[What you will do]: Restate the full set of records exactly, word for word.

· · · · · · ·

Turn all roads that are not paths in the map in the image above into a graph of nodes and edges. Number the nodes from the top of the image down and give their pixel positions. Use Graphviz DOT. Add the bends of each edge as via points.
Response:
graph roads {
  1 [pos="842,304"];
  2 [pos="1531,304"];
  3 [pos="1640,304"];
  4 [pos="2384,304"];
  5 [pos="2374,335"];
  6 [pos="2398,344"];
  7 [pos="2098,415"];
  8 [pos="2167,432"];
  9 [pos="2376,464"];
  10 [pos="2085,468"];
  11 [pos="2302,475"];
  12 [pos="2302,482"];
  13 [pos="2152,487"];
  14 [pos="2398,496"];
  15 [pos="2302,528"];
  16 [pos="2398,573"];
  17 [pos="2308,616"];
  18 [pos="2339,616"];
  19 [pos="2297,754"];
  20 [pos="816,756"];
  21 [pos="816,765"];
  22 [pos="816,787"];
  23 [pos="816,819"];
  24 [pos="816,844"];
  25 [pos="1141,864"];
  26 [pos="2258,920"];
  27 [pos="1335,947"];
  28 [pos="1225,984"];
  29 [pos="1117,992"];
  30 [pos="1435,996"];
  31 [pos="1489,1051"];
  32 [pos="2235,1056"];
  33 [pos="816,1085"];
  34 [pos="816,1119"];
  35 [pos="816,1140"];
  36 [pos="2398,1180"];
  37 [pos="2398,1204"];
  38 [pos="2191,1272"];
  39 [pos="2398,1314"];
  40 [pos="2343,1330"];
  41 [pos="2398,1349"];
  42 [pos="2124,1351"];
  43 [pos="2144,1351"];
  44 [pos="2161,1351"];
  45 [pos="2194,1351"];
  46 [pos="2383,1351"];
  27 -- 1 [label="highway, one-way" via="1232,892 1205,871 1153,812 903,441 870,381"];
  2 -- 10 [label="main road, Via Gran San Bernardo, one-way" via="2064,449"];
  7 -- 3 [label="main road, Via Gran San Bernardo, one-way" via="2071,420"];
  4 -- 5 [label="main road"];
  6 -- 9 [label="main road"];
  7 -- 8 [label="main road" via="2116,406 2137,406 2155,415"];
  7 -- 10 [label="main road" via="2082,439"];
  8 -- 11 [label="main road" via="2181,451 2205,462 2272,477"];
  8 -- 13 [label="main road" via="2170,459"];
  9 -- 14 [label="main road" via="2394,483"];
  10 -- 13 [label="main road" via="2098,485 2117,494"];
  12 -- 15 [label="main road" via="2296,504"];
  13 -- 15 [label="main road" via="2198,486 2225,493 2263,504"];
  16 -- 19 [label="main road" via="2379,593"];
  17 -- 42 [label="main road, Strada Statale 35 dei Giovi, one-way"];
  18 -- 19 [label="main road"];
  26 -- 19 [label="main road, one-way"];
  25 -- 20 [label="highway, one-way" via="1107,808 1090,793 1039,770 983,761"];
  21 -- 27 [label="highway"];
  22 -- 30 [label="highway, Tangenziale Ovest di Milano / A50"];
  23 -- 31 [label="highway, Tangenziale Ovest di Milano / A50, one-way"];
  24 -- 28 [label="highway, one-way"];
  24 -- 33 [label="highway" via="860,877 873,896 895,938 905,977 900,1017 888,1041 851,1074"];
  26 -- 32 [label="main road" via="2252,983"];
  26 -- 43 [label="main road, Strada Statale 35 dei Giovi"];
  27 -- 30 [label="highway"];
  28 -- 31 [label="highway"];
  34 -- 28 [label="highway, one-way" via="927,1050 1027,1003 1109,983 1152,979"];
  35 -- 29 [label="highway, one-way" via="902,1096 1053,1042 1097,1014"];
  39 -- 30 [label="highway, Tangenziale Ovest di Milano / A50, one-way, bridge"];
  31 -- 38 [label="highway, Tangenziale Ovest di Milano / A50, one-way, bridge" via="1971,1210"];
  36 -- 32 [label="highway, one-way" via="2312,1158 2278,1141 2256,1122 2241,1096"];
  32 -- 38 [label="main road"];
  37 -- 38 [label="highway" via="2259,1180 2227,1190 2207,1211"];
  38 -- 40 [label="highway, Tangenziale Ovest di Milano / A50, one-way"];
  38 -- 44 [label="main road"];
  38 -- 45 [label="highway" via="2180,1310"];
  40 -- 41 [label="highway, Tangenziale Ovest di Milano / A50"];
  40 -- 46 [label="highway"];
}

· · · · · · ·

[The completed task]:
Turn all roads that are not paths in the map in the image above into a graph of nodes and edges. Number the nodes from the top of the image down and give their pixel positions. Use Graphviz DOT. Add the bends of each edge as via points.
Response:
graph roads {
  1 [pos="842,304"];
  2 [pos="1531,304"];
  3 [pos="1640,304"];
  4 [pos="2384,304"];
  5 [pos="2374,335"];
  6 [pos="2398,344"];
  7 [pos="2098,415"];
  8 [pos="2167,432"];
  9 [pos="2376,464"];
  10 [pos="2085,468"];
  11 [pos="2302,475"];
  12 [pos="2302,482"];
  13 [pos="2152,487"];
  14 [pos="2398,496"];
  15 [pos="2302,528"];
  16 [pos="2398,573"];
  17 [pos="2308,616"];
  18 [pos="2339,616"];
  19 [pos="2297,754"];
  20 [pos="816,756"];
  21 [pos="816,765"];
  22 [pos="816,787"];
  23 [pos="816,819"];
  24 [pos="816,844"];
  25 [pos="1141,864"];
  26 [pos="2258,920"];
  27 [pos="1335,947"];
  28 [pos="1225,984"];
  29 [pos="1117,992"];
  30 [pos="1435,996"];
  31 [pos="1489,1051"];
  32 [pos="2235,1056"];
  33 [pos="816,1085"];
  34 [pos="816,1119"];
  35 [pos="816,1140"];
  36 [pos="2398,1180"];
  37 [pos="2398,1204"];
  38 [pos="2191,1272"];
  39 [pos="2398,1314"];
  40 [pos="2343,1330"];
  41 [pos="2398,1349"];
  42 [pos="2124,1351"];
  43 [pos="2144,1351"];
  44 [pos="2161,1351"];
  45 [pos="2194,1351"];
  46 [pos="2383,1351"];
  27 -- 1 [label="highway, one-way" via="1232,892 1205,871 1153,812 903,441 870,381"];
  2 -- 10 [label="main road, Via Gran San Bernardo, one-way" via="2064,449"];
  7 -- 3 [label="main road, Via Gran San Bernardo, one-way" via="2071,420"];
  4 -- 5 [label="main road"];
  6 -- 9 [label="main road"];
  7 -- 8 [label="main road" via="2116,406 2137,406 2155,415"];
  7 -- 10 [label="main road" via="2082,439"];
  8 -- 11 [label="main road" via="2181,451 2205,462 2272,477"];
  8 -- 13 [label="main road" via="2170,459"];
  9 -- 14 [label="main road" via="2394,483"];
  10 -- 13 [label="main road" via="2098,485 2117,494"];
  12 -- 15 [label="main road" via="2296,504"];
  13 -- 15 [label="main road" via="2198,486 2225,493 2263,504"];
  16 -- 19 [label="main road" via="2379,593"];
  17 -- 42 [label="main road, Strada Statale 35 dei Giovi, one-way"];
  18 -- 19 [label="main road"];
  26 -- 19 [label="main road, one-way"];
  25 -- 20 [label="highway, one-way" via="1107,808 1090,793 1039,770 983,761"];
  21 -- 27 [label="highway"];
  22 -- 30 [label="highway, Tangenziale Ovest di Milano / A50"];
  23 -- 31 [label="highway, Tangenziale Ovest di Milano / A50, one-way"];
  24 -- 28 [label="highway, one-way"];
  24 -- 33 [label="highway" via="860,877 873,896 895,938 905,977 900,1017 888,1041 851,1074"];
  26 -- 32 [label="main road" via="2252,983"];
  26 -- 43 [label="main road, Strada Statale 35 dei Giovi"];
  27 -- 30 [label="highway"];
  28 -- 31 [label="highway"];
  34 -- 28 [label="highway, one-way" via="927,1050 1027,1003 1109,983 1152,979"];
  35 -- 29 [label="highway, one-way" via="902,1096 1053,1042 1097,1014"];
  39 -- 30 [label="highway, Tangenziale Ovest di Milano / A50, one-way, bridge"];
  31 -- 38 [label="highway, Tangenziale Ovest di Milano / A50, one-way, bridge" via="1971,1210"];
  36 -- 32 [label="highway, one-way" via="2312,1158 2278,1141 2256,1122 2241,1096"];
  32 -- 38 [label="main road"];
  37 -- 38 [label="highway" via="2259,1180 2227,1190 2207,1211"];
  38 -- 40 [label="highway, Tangenziale Ovest di Milano / A50, one-way"];
  38 -- 44 [label="main road"];
  38 -- 45 [label="highway" via="2180,1310"];
  40 -- 41 [label="highway, Tangenziale Ovest di Milano / A50"];
  40 -- 46 [label="highway"];
}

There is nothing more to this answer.